Problem to work on: Match the word "School". Return each line of the data below where it appears.

Collected data:

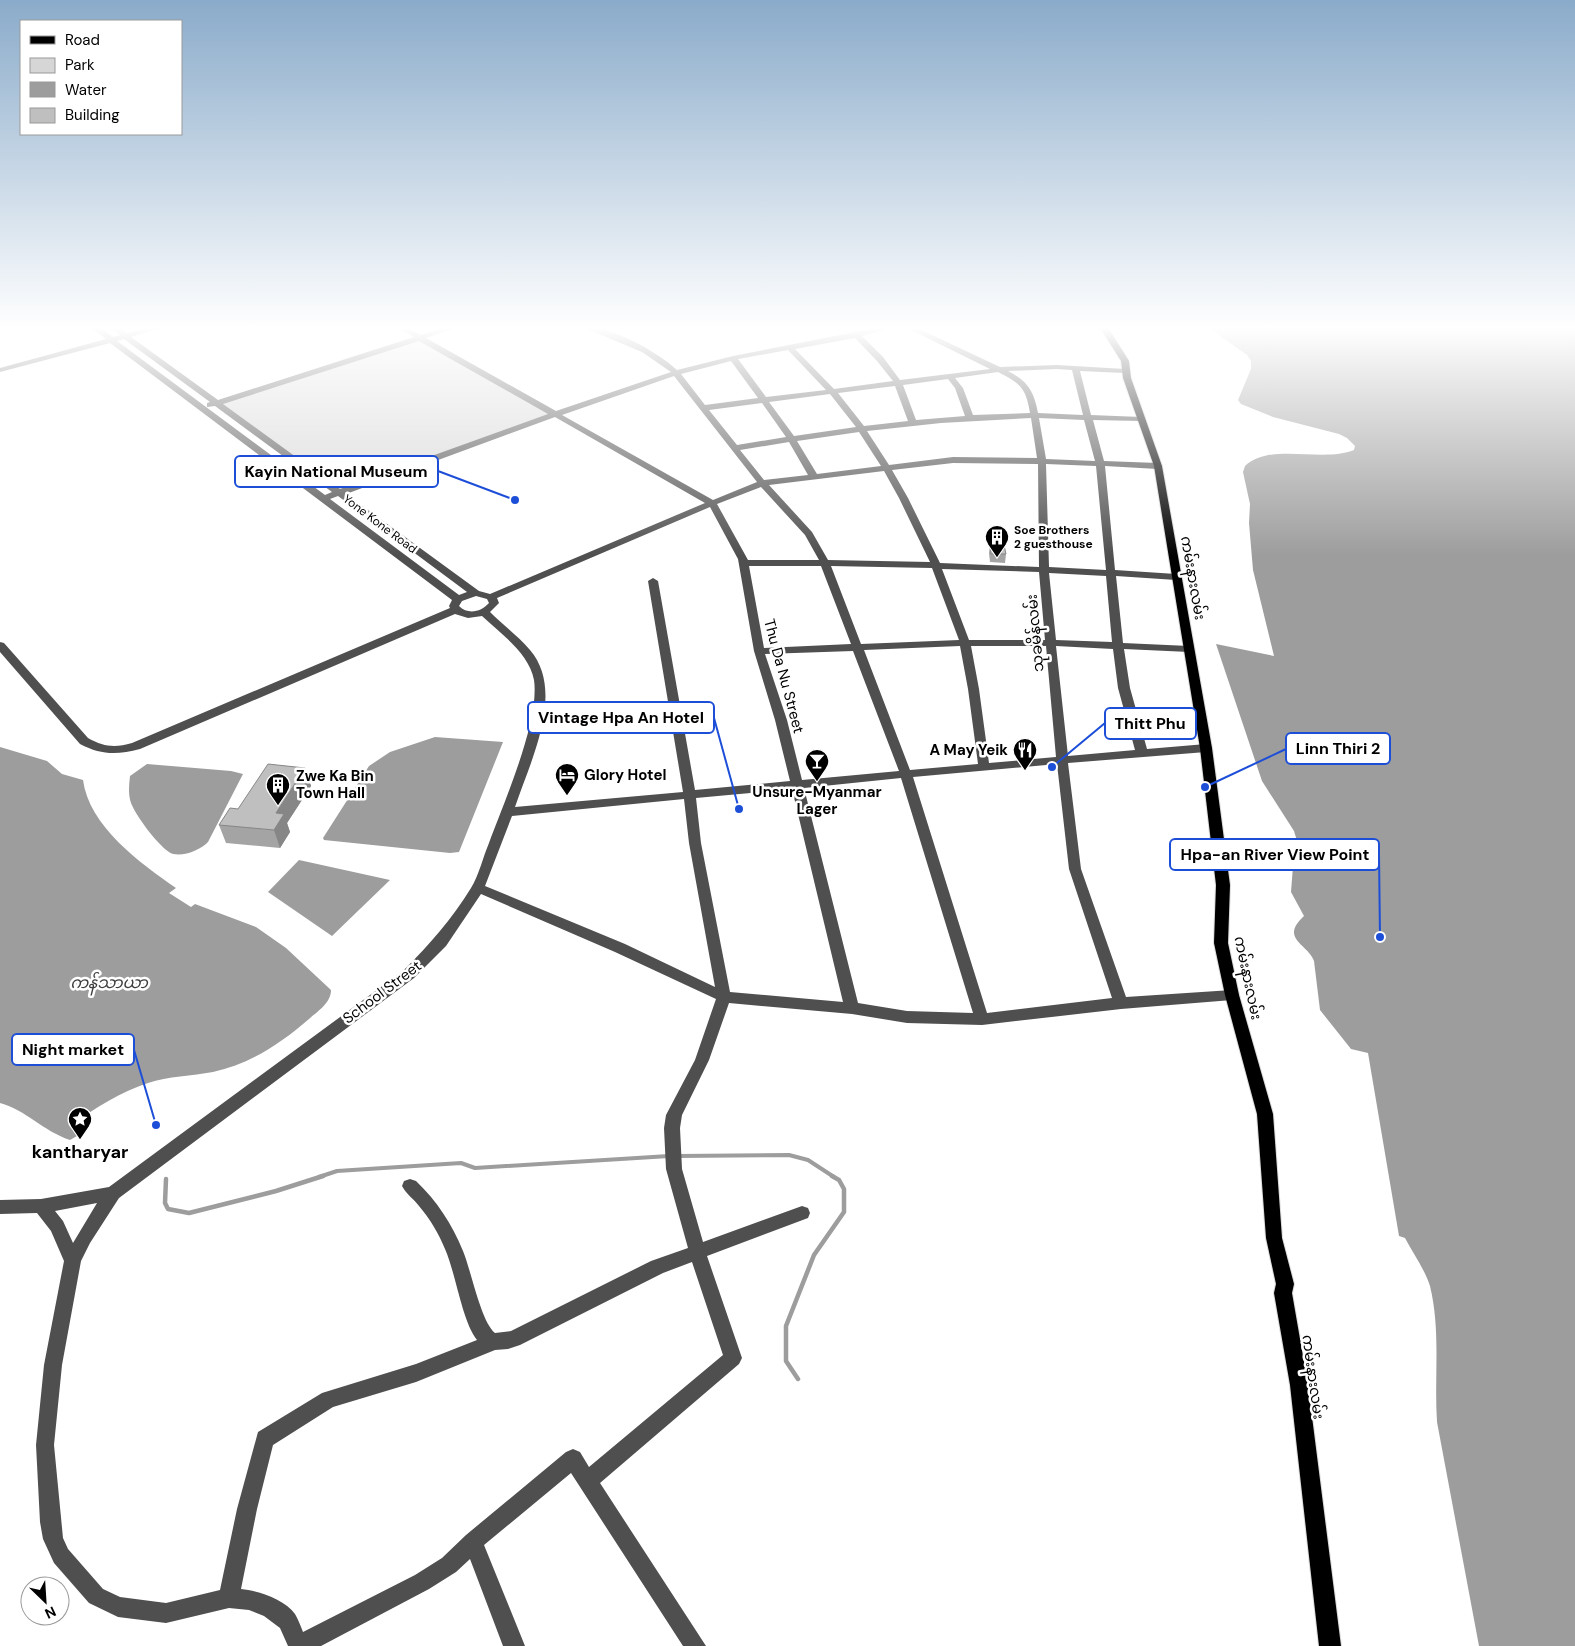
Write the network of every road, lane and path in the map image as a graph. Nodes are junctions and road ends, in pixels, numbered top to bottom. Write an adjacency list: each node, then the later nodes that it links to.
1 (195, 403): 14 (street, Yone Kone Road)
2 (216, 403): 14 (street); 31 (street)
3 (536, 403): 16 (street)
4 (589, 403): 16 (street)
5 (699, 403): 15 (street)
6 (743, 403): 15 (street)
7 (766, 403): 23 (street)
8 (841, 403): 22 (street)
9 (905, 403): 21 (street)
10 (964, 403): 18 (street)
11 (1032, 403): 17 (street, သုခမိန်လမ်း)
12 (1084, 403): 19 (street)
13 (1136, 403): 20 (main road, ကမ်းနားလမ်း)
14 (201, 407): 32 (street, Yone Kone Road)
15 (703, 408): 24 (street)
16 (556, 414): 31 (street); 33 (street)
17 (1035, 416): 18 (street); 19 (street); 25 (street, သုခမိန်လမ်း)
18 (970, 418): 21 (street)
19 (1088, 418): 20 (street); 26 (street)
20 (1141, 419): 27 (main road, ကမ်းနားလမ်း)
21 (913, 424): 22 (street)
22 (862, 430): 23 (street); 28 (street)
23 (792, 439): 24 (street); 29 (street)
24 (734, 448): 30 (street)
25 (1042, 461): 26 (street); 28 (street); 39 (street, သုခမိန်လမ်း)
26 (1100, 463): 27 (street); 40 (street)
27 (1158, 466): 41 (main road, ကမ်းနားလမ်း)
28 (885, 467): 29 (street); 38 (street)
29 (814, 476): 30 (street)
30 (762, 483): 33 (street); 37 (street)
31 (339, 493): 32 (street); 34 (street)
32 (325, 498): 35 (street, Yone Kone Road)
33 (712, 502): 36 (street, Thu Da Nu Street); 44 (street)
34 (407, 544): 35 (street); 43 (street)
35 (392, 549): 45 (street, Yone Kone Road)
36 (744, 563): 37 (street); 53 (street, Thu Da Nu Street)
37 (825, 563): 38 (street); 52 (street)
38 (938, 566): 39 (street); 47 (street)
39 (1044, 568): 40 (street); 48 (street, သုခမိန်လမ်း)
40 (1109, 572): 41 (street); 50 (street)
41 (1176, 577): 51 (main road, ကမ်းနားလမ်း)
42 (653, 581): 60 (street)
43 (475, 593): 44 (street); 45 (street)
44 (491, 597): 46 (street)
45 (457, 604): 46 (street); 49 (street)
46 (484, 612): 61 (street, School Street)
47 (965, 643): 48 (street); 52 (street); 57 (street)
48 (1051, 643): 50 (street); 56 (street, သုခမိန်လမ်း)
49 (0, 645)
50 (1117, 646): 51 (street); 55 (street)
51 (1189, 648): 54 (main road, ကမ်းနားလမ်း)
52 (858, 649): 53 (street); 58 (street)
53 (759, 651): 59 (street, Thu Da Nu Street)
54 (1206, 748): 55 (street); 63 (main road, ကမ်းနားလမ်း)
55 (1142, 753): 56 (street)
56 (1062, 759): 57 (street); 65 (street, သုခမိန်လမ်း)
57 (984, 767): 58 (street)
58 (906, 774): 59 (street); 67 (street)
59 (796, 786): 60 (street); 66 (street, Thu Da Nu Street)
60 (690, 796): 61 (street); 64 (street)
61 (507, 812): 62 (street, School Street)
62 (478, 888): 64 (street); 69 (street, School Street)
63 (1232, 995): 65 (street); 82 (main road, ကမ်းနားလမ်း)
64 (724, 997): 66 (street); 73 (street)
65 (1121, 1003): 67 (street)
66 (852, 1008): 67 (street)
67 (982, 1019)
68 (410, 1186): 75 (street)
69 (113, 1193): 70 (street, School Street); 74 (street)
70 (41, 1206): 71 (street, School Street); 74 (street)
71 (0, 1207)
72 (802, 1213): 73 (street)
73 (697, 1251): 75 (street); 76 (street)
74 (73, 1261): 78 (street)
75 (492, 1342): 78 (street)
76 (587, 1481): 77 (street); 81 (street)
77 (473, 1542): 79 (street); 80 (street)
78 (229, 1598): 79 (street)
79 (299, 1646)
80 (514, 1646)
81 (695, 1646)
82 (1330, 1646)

Finished task:
46 (484, 612): 61 (street, School Street)
61 (507, 812): 62 (street, School Street)
62 (478, 888): 64 (street); 69 (street, School Street)
69 (113, 1193): 70 (street, School Street); 74 (street)
70 (41, 1206): 71 (street, School Street); 74 (street)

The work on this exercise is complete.